## Goal of the exercise
Among the entries below, find the lines with the word "points" and return them.

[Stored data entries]
☆ ☆ ☆

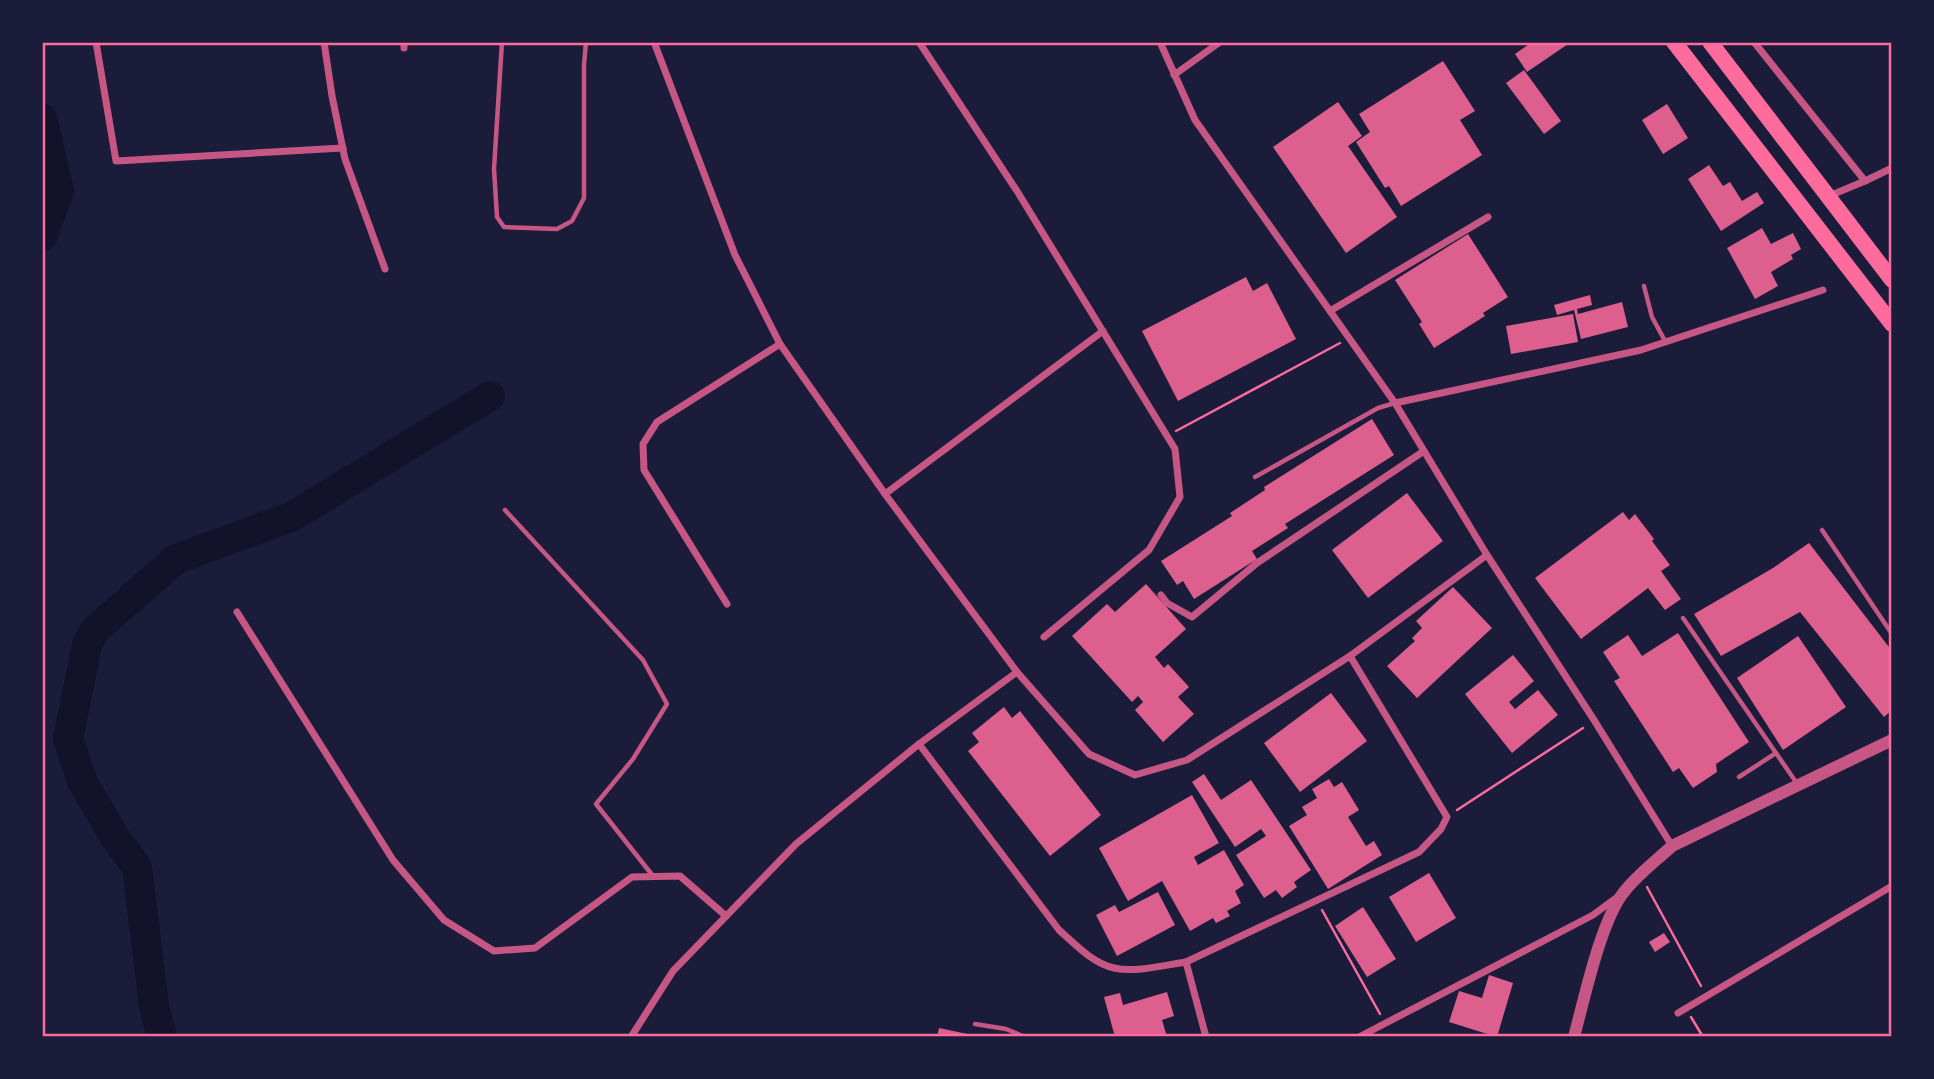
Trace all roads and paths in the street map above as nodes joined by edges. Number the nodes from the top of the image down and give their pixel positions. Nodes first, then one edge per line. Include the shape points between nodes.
1 (96, 42) edge
2 (324, 42) edge
3 (502, 42) edge
4 (586, 42) edge
5 (654, 42) edge
6 (919, 42) edge
7 (1160, 42) edge
8 (1220, 42) edge
9 (1675, 42) edge
10 (1710, 42) edge
11 (1755, 42) edge
12 (1174, 75) junction
13 (343, 148) junction
14 (1892, 168) edge
15 (1865, 181) junction
16 (1829, 196) junction
17 (1488, 217) dead end
18 (384, 269) dead end
19 (1892, 279) edge
20 (1644, 286) dead end
21 (1823, 290) dead end
22 (1330, 311) junction
23 (1892, 324) edge
24 (1103, 331) junction
25 (1349, 338) junction
26 (1665, 341) junction
27 (780, 344) junction
28 (1395, 403) junction
29 (1167, 435) junction
30 (1424, 450) junction
31 (1255, 477) dead end
32 (885, 494) junction
33 (505, 510) dead end
34 (1822, 530) dead end
35 (1487, 555) junction
36 (1161, 595) dead end
37 (727, 604) dead end
38 (237, 612) dead end
39 (1684, 618) dead end
40 (1892, 634) edge
41 (1044, 637) dead end
42 (1350, 656) junction
43 (1017, 672) junction
44 (1594, 720) junction
45 (1892, 740) edge
46 (919, 744) junction
47 (1776, 753) junction
48 (1739, 777) dead end
49 (1798, 785) junction
50 (1447, 817) junction
51 (1672, 846) junction
52 (1640, 875) junction
53 (654, 877) junction
54 (1891, 888) edge
55 (1623, 893) junction
56 (1317, 901) junction
57 (726, 916) junction
58 (1186, 962) junction
59 (1707, 996) junction
60 (1686, 1008) junction
61 (1678, 1013) dead end
62 (1385, 1023) junction
63 (975, 1024) dead end
64 (631, 1037) edge
65 (1025, 1037) edge
66 (1206, 1037) edge
67 (1359, 1037) edge
68 (1574, 1037) edge
69 (1703, 1037) edge

1 - 13 street via 116,161
2 - 13 street
3 - 4 lane via 494,169 497,217 504,227 557,229 572,221 584,198
5 - 27 street via 735,255
6 - 24 street
7 - 12 street
8 - 12 street
9 - 23 main road
10 - 16 main road
11 - 15 street
12 - 22 street via 1195,120
13 - 18 street
14 - 15 street
15 - 16 street
16 - 19 main road
17 - 22 street
20 - 26 lane
21 - 26 street
22 - 25 street
24 - 29 street
24 - 32 street
25 - 28 street
25 - 29 path
26 - 28 street
27 - 32 street
27 - 37 street via 657,422 643,444 644,470
28 - 30 street
28 - 31 lane via 1378,408
29 - 41 street via 1175,449 1180,498 1149,550
30 - 35 street
30 - 36 street via 1257,563 1192,617
32 - 43 street
33 - 53 lane via 643,660 667,704 633,759 596,804
34 - 40 lane
35 - 42 street
35 - 44 street
38 - 53 street via 393,860 444,920 494,951 535,948 632,877
39 - 47 lane
42 - 43 street via 1187,760 1135,775 1089,754
42 - 50 street
43 - 46 street
44 - 50 path
44 - 51 street
45 - 49 street
46 - 57 street via 796,844
46 - 58 street via 1059,930 1087,955 1113,968
47 - 48 lane
47 - 49 lane
49 - 51 street
50 - 56 street via 1419,852
51 - 52 street
52 - 55 street
52 - 59 path
53 - 57 street via 680,876
54 - 59 street
55 - 62 street via 1593,915
55 - 68 street via 1600,945
56 - 58 street
56 - 62 path
57 - 64 street via 673,971
58 - 66 street
59 - 60 street
60 - 61 street
60 - 69 path
62 - 67 street
63 - 65 lane

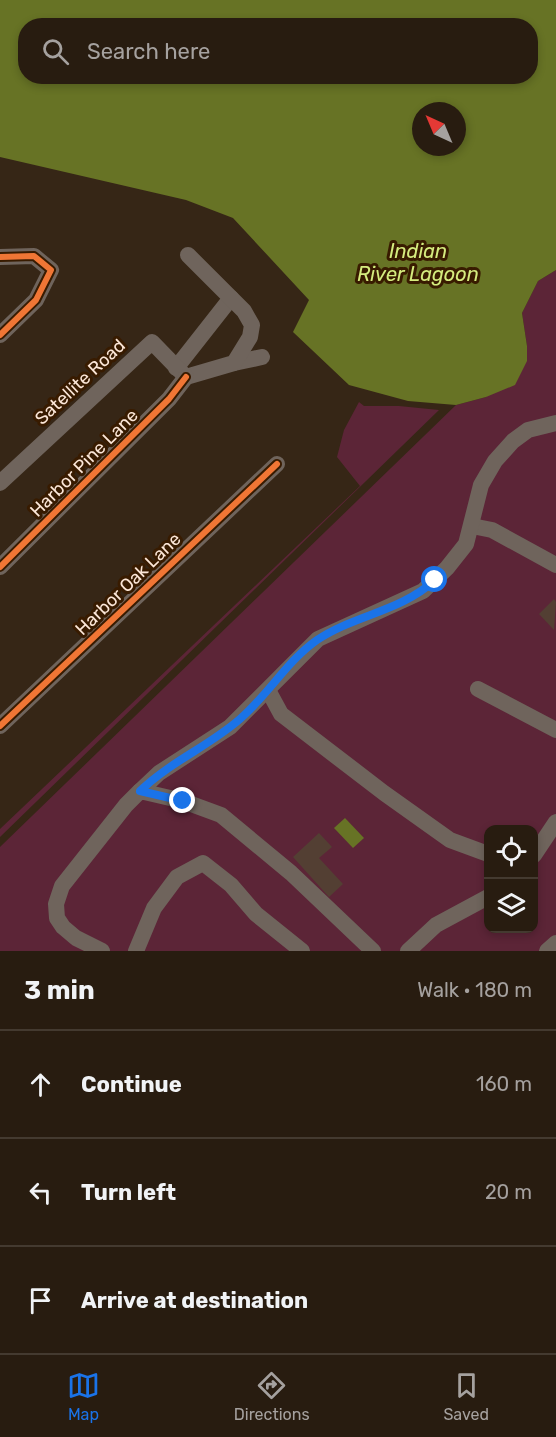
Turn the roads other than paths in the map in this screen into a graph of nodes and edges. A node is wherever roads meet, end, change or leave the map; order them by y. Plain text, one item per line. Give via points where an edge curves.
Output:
1 (188, 255) dead end
2 (0, 256) edge
3 (231, 298) junction
4 (0, 335) edge
5 (262, 357) dead end
6 (234, 363) junction
7 (181, 373) junction
8 (554, 423) edge
9 (277, 464) dead end
10 (0, 483) edge
11 (472, 526) junction
12 (556, 565) edge
13 (0, 567) edge
14 (478, 689) dead end
15 (268, 690) junction
16 (0, 726) edge
17 (556, 730) edge
18 (140, 791) junction
19 (556, 822) edge
20 (538, 849) edge
21 (484, 852) edge
22 (484, 900) edge
23 (556, 943) edge
24 (102, 951) edge
25 (136, 951) edge
26 (302, 951) edge
27 (373, 951) edge
28 (408, 951) edge
29 (547, 951) edge

1 - 3 street
2 - 4 street via 34,256 51,270 36,300
3 - 6 street via 252,325 250,337
3 - 7 street, Harbor Pine Lane
5 - 6 street
6 - 7 street
7 - 10 street, Satellite Road via 152,342
7 - 13 street, Harbor Pine Lane via 169,399
8 - 11 street via 528,430 495,461 481,485
9 - 16 street, Harbor Oak Lane
11 - 12 street via 492,530
11 - 15 street via 457,556 423,591 318,639
14 - 17 street
15 - 18 street via 230,727 159,773
15 - 21 street via 281,714 384,793 450,840
18 - 24 street via 62,886 56,904 57,918 63,927
18 - 27 street via 221,815 291,873
19 - 20 street
22 - 28 street via 436,925
23 - 29 street
25 - 26 street via 165,892 177,877 203,863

☆ ☆ ☆

## Written response
Trace all roads and paths in the street map above as nodes joined by edges. Number the nodes from the top of the image down and give their pixel positions. Nodes first, then one edge per line. Include the shape points between nodes.
Turn the roads other than paths in the map in this screen into a graph of nodes and edges. A node is wherever roads meet, end, change or leave the map; order them by y. Plain text, one item per line. Give via points where an edge curves.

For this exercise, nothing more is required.